Enclosed are suggestions on what we might want to measure in General and
in MDC1 in particualr.  These suggestions are based on the brief
discussion we had at the "integration workshop" as well as additional
discussions I had with various people.

Comments are welcome.

-------------------------------------------------------------------
Measurements to be performed for the HENP-GC

The measurements fall into 3 categories:

M1:  measure the benefit of using a clustering index
    i.e. given a query, find events that qualify, and access them as
   [set of (file:events)]

M2:  measure the benefit of using caching policies including:
    1) reuse of files in cache
    2) schedule first files that have the largest number of qualified 
        events for a query (useful for queries that abort before
        completion)
    3) schedule first files that are requested by most queries
         etc.

M3:  measure the benefit of physical clustering of events on tapes

For MDC1:

Given a set of typical queries:

M1:  
1) can be done using the tag data directly, but since we have
             that in the QE, we'll use that.
2) we will not measure the relative speed of indexes of QE
            vs.

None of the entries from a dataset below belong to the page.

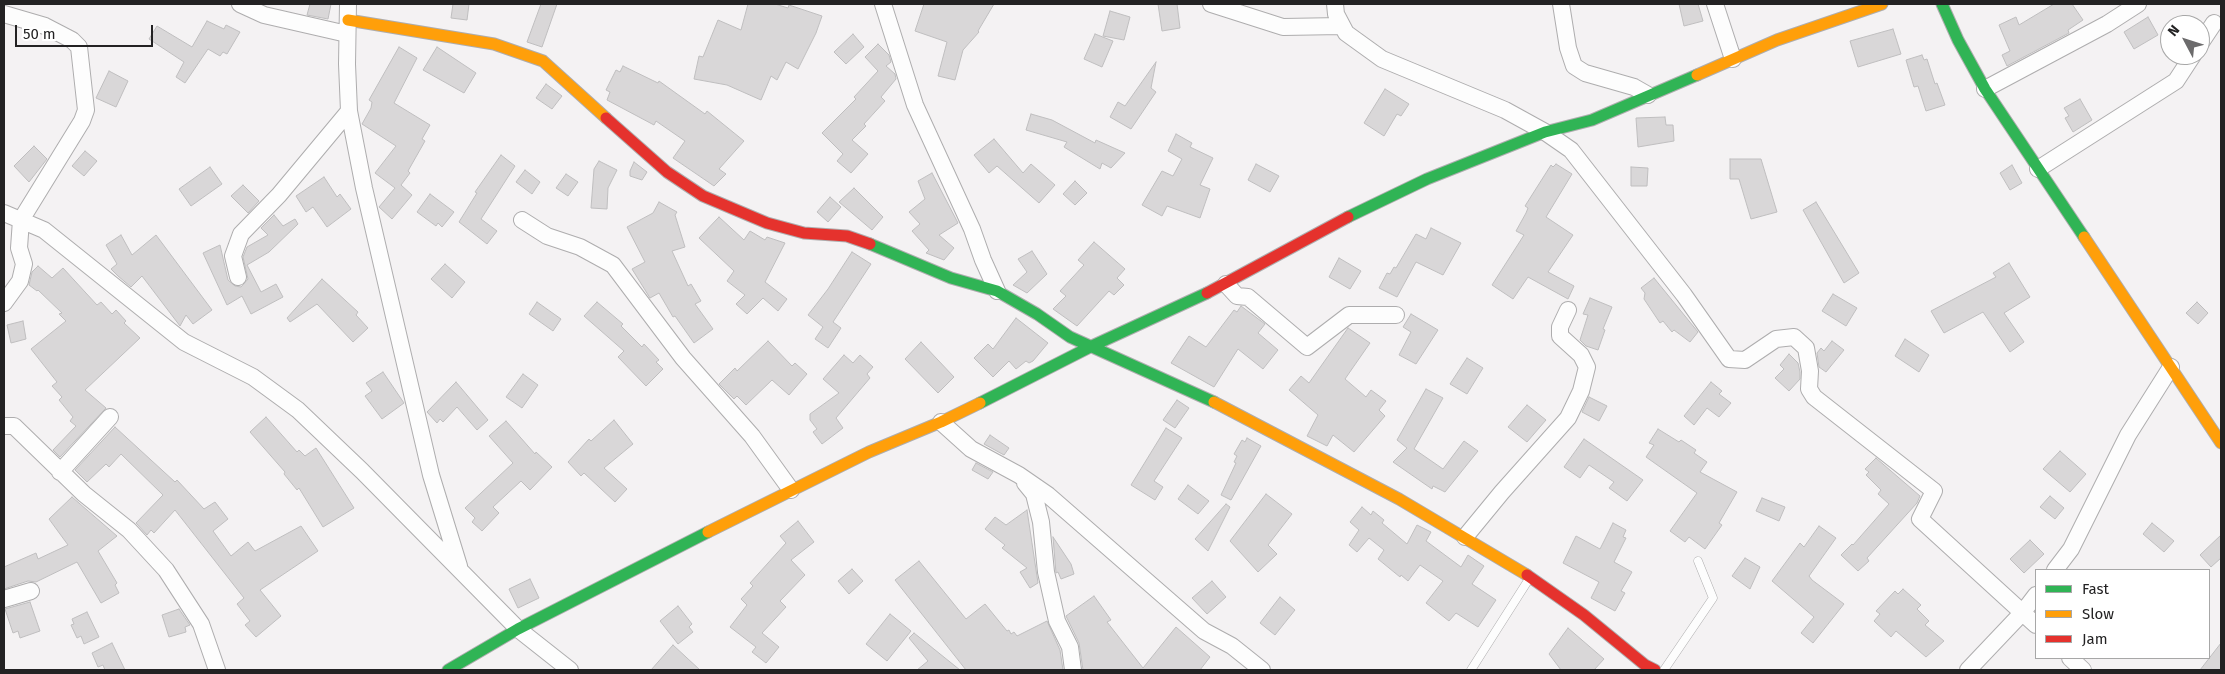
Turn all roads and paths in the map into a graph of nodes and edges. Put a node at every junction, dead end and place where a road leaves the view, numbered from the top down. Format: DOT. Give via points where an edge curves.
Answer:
graph roads {
  1 [pos="240,4"];
  2 [pos="883,4"];
  3 [pos="1211,4"];
  4 [pos="1335,4"];
  5 [pos="1561,4"];
  6 [pos="1715,4"];
  7 [pos="1882,4"];
  8 [pos="1942,4"];
  9 [pos="2138,4"];
  10 [pos="4,14"];
  11 [pos="348,19"];
  12 [pos="2214,23"];
  13 [pos="1341,26"];
  14 [pos="2210,29"];
  15 [pos="1733,59"];
  16 [pos="2186,65"];
  17 [pos="1985,89"];
  18 [pos="1648,95"];
  19 [pos="349,111"];
  20 [pos="1545,132"];
  21 [pos="2038,169"];
  22 [pos="4,213"];
  23 [pos="21,220"];
  24 [pos="522,220"];
  25 [pos="238,277"];
  26 [pos="1226,284"];
  27 [pos="997,291"];
  28 [pos="4,303"];
  29 [pos="1568,310"];
  30 [pos="1396,315"];
  31 [pos="1092,346"];
  32 [pos="2171,367"];
  33 [pos="110,417"];
  34 [pos="941,422"];
  35 [pos="4,426"];
  36 [pos="2221,443"];
  37 [pos="60,472"];
  38 [pos="1019,475"];
  39 [pos="790,490"];
  40 [pos="1465,537"];
  41 [pos="1698,561"];
  42 [pos="460,569"];
  43 [pos="2056,569"];
  44 [pos="1530,577"];
  45 [pos="30,591"];
  46 [pos="2035,596"];
  47 [pos="4,599"];
  48 [pos="2023,612"];
  49 [pos="2035,624"];
  50 [pos="518,629"];
  51 [pos="2071,659"];
  52 [pos="217,670"];
  53 [pos="448,670"];
  54 [pos="570,670"];
  55 [pos="1073,670"];
  56 [pos="1262,670"];
  57 [pos="1471,670"];
  58 [pos="1655,670"];
  59 [pos="1664,670"];
  60 [pos="1968,670"];
  61 [pos="2083,670"];
  1 -- 11 [label="street" via="264,15"];
  2 -- 27 [label="street" via="915,105"];
  3 -- 13 [label="street" via="1283,27"];
  4 -- 13 [label="street"];
  5 -- 18 [label="street" via="1574,66 1585,73 1634,87"];
  6 -- 15 [label="street"];
  7 -- 15 [label="street" via="1777,40"];
  8 -- 17 [label="street"];
  9 -- 17 [label="street"];
  10 -- 23 [label="street" via="45,26 79,47 86,110"];
  11 -- 19 [label="street"];
  11 -- 27 [label="street" via="494,44 542,61 640,150 703,196 767,224 804,234 847,236 951,278"];
  12 -- 14 [label="street"];
  13 -- 20 [label="street" via="1359,44 1382,59 1505,110"];
  15 -- 18 [label="street"];
  16 -- 21 [label="street" via="2176,80"];
  17 -- 21 [label="street"];
  18 -- 20 [label="street" via="1592,120"];
  19 -- 25 [label="street" via="242,234 234,256"];
  19 -- 42 [label="street" via="429,465"];
  20 -- 26 [label="street" via="1427,179 1332,225"];
  20 -- 48 [label="street" via="1572,150 1729,359 1745,360 1776,339 1794,337 1806,348 1809,389 1814,397 1934,491 1920,519"];
  21 -- 32 [label="street"];
  22 -- 23 [label="street"];
  23 -- 28 [label="street" via="19,248 24,264 20,281"];
  23 -- 42 [label="street" via="44,230 184,342 252,377 298,410"];
  24 -- 39 [label="street" via="547,236 580,247 613,265 683,358 752,436"];
  26 -- 30 [label="street" via="1237,296 1248,297 1307,347 1349,315"];
  26 -- 31 [label="street"];
  27 -- 31 [label="street" via="1070,337"];
  29 -- 40 [label="street" via="1560,327 1560,336 1581,355 1587,367 1581,391 1568,418"];
  31 -- 34 [label="street"];
  31 -- 40 [label="street" via="1196,392"];
  32 -- 36 [label="street"];
  32 -- 43 [label="street" via="2128,435 2072,549"];
  33 -- 37 [label="street"];
  34 -- 38 [label="street" via="971,449"];
  34 -- 39 [label="street"];
  35 -- 37 [label="street" via="14,426"];
  37 -- 52 [label="street" via="129,530 166,570 201,624"];
  38 -- 55 [label="street" via="1034,494 1041,522 1046,572 1057,621 1070,647"];
  38 -- 56 [label="street" via="1048,495 1204,631 1232,646"];
  39 -- 50 [label="street"];
  40 -- 44 [label="street"];
  41 -- 59 [label="lane" via="1714,598"];
  42 -- 50 [label="street"];
  44 -- 57 [label="lane"];
  44 -- 58 [label="street"];
  45 -- 47 [label="street"];
  46 -- 48 [label="street"];
  48 -- 49 [label="street"];
  48 -- 60 [label="street"];
  50 -- 53 [label="street"];
  50 -- 54 [label="street"];
  51 -- 61 [label="street"];
}
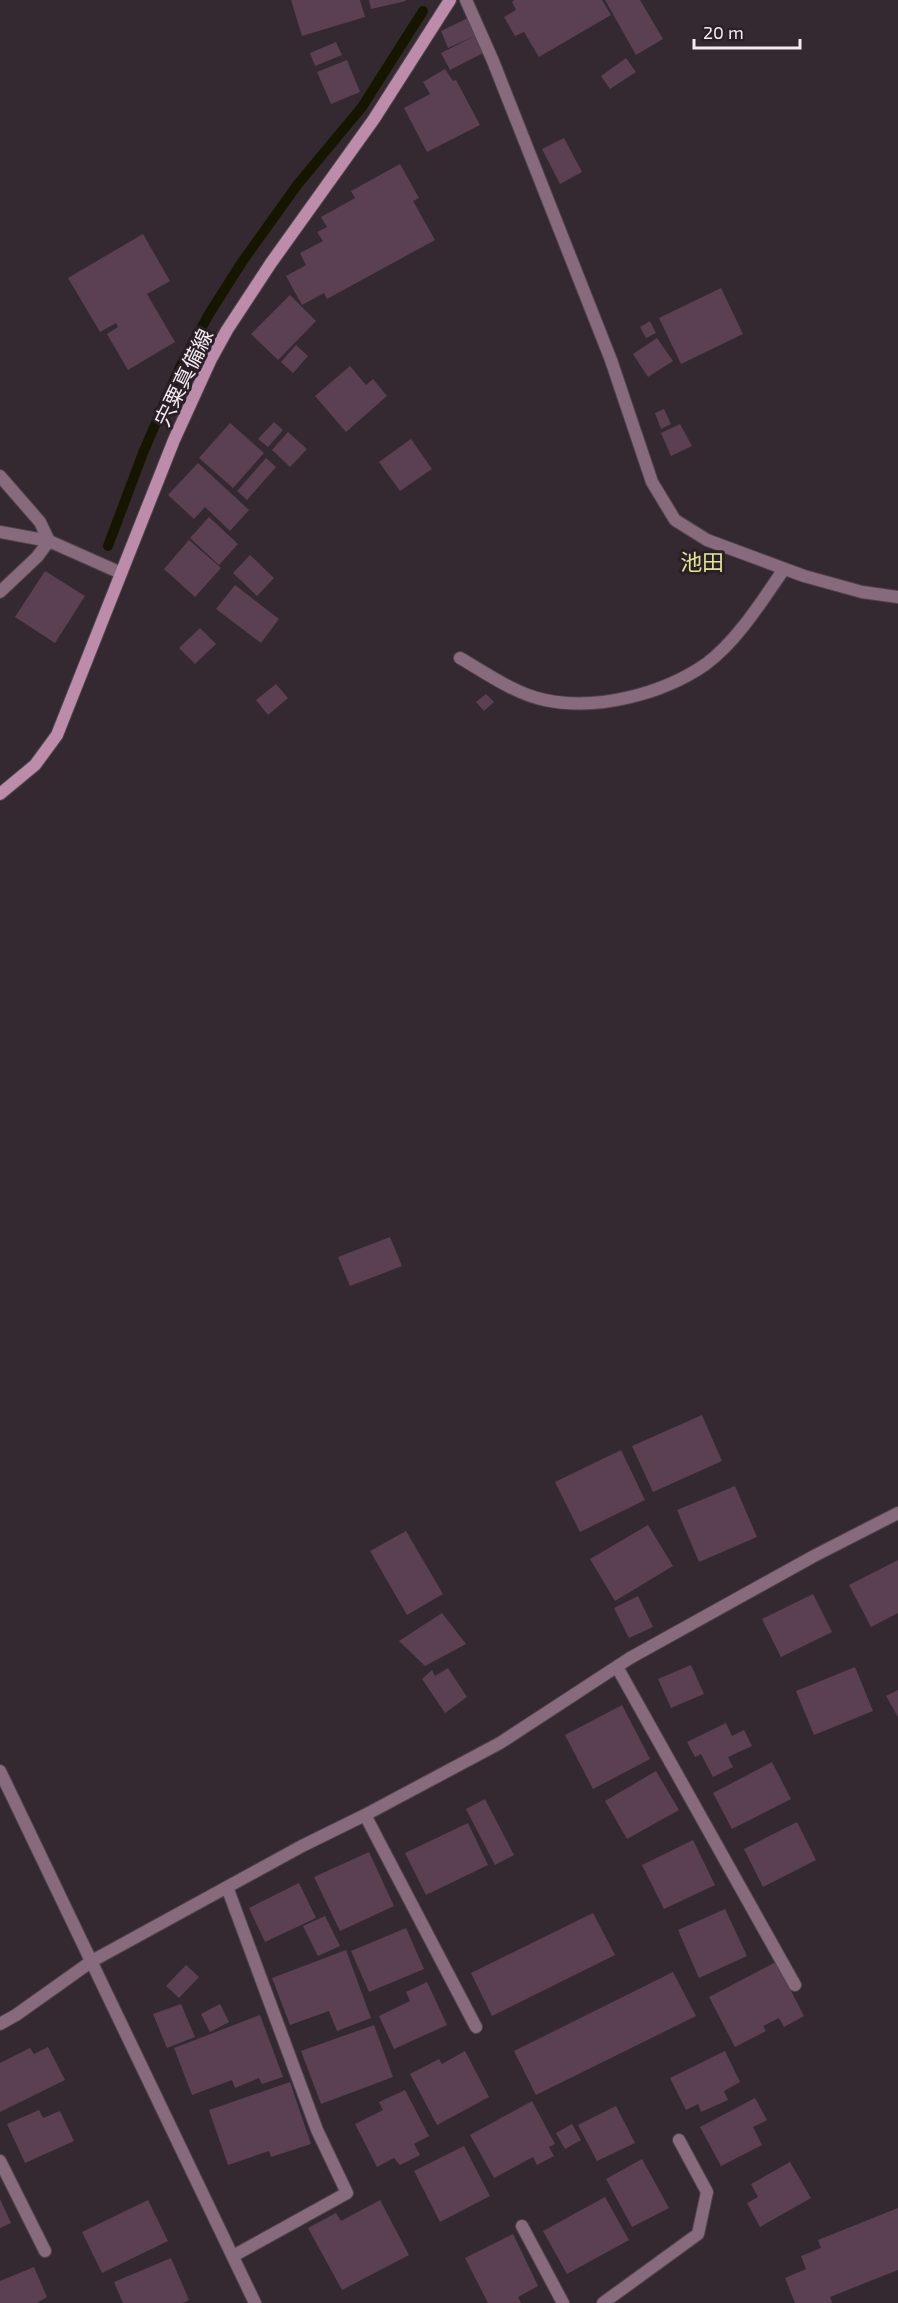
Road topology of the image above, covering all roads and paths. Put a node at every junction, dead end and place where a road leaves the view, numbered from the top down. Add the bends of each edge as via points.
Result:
1 (450, 0) edge
2 (466, 0) edge
3 (0, 476) edge
4 (0, 532) edge
5 (49, 541) junction
6 (784, 569) junction
7 (121, 573) junction
8 (0, 592) edge
9 (898, 597) edge
10 (459, 658) dead end
11 (0, 794) edge
12 (898, 1513) edge
13 (617, 1667) junction
14 (0, 1771) edge
15 (365, 1815) junction
16 (227, 1887) junction
17 (92, 1961) junction
18 (795, 1985) dead end
19 (0, 2024) edge
20 (476, 2027) dead end
21 (680, 2140) dead end
22 (0, 2161) edge
23 (522, 2226) dead end
24 (45, 2251) dead end
25 (233, 2256) junction
26 (255, 2303) edge
27 (563, 2303) edge
28 (603, 2303) edge

1 - 7 main road, 宍粟真備線 via 374,119 227,330 174,440
2 - 6 street via 611,360 652,482 675,520 707,540
3 - 5 street via 40,522
4 - 5 street
5 - 7 street
5 - 8 street
6 - 9 street via 862,592
6 - 10 street via 746,624 707,663 670,684 622,699 545,700 516,690
7 - 11 main road, 宍粟真備線 via 57,735 35,765
12 - 13 street
13 - 15 street via 500,1743
13 - 18 street
14 - 17 street
15 - 16 street
15 - 20 street
16 - 17 street
16 - 25 street via 317,2130 347,2193
17 - 19 street
17 - 25 street
21 - 28 street via 707,2192 698,2234
22 - 24 street
23 - 27 street
25 - 26 street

Objectivity indexing in MDC1 since tag database is
            small.
3) we measure time to perform the set of queries sequentially.
4) Before - no indexing, get list of OIDs, read randomly
                through objectivity (how?); After: use index

M2:  
1) launch all queries simultaneously, compare to sequential time.
2) overlap same query multiple times
3) overlap same query staggered over time

M3:
1) restructure index to reflect new organization
2) use query estimator to estimate benefit
3) no real runs

Note:  We also need to measure the effect of using
Objectivity vs. files directly.  How?